What is expected —
Go line by line through the data below and work out how many lines contain "Ciruelos"; the answer is that number alone.

[Stored dataset items]
****************

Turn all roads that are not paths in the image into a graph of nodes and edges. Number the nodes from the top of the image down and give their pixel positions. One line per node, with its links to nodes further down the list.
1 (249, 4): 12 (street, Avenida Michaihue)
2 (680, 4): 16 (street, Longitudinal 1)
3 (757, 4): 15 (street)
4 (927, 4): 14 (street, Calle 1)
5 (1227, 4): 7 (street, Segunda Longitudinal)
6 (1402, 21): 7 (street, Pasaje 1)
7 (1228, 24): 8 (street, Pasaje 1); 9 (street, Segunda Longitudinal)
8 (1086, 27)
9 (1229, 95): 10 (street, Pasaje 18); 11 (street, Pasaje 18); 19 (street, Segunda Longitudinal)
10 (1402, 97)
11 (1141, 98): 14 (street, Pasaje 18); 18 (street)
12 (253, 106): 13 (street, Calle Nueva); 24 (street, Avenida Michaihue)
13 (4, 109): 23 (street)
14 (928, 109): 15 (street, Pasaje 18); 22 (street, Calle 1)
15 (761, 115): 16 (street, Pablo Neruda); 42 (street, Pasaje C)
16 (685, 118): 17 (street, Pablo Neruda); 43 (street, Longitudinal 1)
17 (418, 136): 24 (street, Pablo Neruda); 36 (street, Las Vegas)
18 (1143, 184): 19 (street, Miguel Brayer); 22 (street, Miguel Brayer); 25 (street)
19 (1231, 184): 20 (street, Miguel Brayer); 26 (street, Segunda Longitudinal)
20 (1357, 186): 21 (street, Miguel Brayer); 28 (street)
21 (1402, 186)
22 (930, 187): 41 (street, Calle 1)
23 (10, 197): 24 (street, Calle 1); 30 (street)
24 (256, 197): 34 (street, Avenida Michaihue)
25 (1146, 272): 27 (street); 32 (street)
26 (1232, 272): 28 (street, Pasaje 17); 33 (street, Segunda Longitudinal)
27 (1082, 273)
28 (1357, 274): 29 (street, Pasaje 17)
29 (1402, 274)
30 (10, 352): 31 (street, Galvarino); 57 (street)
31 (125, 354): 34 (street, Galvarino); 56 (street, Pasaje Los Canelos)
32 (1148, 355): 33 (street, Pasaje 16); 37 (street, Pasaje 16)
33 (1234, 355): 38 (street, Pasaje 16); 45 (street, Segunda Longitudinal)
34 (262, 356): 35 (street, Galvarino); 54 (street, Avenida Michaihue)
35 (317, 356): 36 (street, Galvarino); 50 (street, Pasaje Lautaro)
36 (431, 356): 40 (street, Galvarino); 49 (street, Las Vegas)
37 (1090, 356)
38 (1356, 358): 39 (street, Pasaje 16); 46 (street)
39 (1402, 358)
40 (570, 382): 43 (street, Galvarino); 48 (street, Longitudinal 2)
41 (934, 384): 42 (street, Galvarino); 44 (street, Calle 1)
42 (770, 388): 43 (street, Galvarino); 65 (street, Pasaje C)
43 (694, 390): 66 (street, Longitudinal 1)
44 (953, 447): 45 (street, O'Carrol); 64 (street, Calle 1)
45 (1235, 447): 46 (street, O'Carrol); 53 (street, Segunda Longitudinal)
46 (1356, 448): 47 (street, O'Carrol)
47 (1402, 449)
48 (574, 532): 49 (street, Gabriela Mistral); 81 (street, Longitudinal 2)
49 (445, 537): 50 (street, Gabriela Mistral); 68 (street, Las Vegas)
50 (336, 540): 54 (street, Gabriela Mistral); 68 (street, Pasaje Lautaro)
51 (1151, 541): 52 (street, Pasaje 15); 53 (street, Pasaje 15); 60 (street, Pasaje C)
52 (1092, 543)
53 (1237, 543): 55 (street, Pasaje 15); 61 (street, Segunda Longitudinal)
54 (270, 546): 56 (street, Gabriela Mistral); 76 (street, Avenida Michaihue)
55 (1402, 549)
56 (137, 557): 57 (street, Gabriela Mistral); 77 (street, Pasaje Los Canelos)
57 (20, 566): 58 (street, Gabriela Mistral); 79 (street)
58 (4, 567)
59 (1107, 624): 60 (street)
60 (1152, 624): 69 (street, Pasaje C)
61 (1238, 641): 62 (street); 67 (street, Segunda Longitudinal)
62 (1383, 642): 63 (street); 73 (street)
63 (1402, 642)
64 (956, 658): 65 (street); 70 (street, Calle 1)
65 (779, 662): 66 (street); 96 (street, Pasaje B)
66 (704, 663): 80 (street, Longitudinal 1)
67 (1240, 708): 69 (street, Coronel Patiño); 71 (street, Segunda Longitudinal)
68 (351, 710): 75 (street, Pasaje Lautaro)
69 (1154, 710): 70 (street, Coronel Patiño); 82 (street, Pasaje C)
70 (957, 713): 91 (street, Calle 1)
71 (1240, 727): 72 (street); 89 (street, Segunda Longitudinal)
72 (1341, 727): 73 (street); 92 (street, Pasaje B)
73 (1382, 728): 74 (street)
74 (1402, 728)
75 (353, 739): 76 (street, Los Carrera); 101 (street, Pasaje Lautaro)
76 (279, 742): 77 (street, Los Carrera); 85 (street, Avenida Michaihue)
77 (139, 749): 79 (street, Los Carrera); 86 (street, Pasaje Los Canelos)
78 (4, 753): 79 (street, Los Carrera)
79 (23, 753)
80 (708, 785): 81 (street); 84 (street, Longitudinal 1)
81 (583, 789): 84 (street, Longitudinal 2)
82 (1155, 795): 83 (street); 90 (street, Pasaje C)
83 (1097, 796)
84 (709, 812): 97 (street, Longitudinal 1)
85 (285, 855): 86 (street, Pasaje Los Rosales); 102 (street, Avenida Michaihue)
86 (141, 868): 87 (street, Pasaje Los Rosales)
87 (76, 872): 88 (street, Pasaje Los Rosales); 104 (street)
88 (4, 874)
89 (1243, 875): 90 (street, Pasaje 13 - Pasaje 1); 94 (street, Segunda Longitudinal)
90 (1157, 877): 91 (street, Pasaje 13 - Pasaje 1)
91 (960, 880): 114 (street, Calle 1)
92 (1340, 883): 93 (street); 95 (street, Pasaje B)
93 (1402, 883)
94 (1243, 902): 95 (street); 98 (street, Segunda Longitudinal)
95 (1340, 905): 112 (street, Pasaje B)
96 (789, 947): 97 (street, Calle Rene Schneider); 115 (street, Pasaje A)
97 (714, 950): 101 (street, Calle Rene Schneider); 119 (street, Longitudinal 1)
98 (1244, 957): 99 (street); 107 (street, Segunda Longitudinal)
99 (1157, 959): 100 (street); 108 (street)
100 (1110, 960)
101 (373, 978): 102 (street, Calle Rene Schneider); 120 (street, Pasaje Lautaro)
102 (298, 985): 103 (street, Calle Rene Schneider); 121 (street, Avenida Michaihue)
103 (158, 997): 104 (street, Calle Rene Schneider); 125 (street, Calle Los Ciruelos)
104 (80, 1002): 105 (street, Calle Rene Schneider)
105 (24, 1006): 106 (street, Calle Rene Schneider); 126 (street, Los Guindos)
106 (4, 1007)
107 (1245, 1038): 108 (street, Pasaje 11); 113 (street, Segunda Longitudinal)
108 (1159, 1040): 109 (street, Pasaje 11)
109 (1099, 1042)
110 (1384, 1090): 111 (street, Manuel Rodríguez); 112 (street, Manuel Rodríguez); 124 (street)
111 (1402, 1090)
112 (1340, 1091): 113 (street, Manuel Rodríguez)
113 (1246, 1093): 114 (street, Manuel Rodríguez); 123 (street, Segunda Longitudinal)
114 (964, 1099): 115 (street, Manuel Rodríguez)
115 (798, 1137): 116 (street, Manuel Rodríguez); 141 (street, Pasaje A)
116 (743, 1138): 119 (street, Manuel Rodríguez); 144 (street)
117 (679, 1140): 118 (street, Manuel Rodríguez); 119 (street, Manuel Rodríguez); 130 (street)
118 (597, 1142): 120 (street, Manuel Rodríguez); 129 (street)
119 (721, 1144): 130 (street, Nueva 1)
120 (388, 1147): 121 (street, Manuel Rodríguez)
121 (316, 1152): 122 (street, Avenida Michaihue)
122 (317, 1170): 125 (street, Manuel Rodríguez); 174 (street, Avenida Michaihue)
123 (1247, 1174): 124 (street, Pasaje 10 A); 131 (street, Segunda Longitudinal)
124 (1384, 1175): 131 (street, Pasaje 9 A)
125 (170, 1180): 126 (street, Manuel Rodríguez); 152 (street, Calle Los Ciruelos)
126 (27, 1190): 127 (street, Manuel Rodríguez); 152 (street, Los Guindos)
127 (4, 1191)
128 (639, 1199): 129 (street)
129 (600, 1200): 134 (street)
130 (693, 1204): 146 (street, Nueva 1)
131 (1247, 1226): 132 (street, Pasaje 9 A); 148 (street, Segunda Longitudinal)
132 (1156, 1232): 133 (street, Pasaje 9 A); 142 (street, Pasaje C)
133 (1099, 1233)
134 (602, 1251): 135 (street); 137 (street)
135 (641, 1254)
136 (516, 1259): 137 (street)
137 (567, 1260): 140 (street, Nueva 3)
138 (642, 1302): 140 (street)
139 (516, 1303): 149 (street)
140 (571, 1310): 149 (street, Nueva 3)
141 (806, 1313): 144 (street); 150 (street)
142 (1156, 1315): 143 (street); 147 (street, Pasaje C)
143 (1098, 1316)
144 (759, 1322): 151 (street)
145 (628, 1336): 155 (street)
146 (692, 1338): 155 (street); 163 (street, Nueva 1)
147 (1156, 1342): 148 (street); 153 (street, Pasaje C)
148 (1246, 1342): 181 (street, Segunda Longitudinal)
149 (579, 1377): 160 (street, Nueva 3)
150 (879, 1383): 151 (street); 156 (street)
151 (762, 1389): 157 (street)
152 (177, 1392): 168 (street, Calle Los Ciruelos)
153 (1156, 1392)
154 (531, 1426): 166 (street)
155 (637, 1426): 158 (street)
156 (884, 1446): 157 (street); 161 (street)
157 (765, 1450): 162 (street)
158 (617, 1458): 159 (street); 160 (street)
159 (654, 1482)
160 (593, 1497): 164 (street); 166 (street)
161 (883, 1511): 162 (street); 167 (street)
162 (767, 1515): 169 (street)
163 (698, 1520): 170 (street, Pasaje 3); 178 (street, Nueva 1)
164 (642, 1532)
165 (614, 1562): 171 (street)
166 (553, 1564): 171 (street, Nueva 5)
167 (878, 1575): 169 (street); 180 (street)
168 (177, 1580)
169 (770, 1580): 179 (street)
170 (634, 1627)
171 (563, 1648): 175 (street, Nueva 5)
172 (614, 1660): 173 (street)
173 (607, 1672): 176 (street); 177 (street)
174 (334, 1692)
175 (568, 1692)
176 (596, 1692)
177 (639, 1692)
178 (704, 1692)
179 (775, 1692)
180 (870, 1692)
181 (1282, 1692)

****************

Written response —
3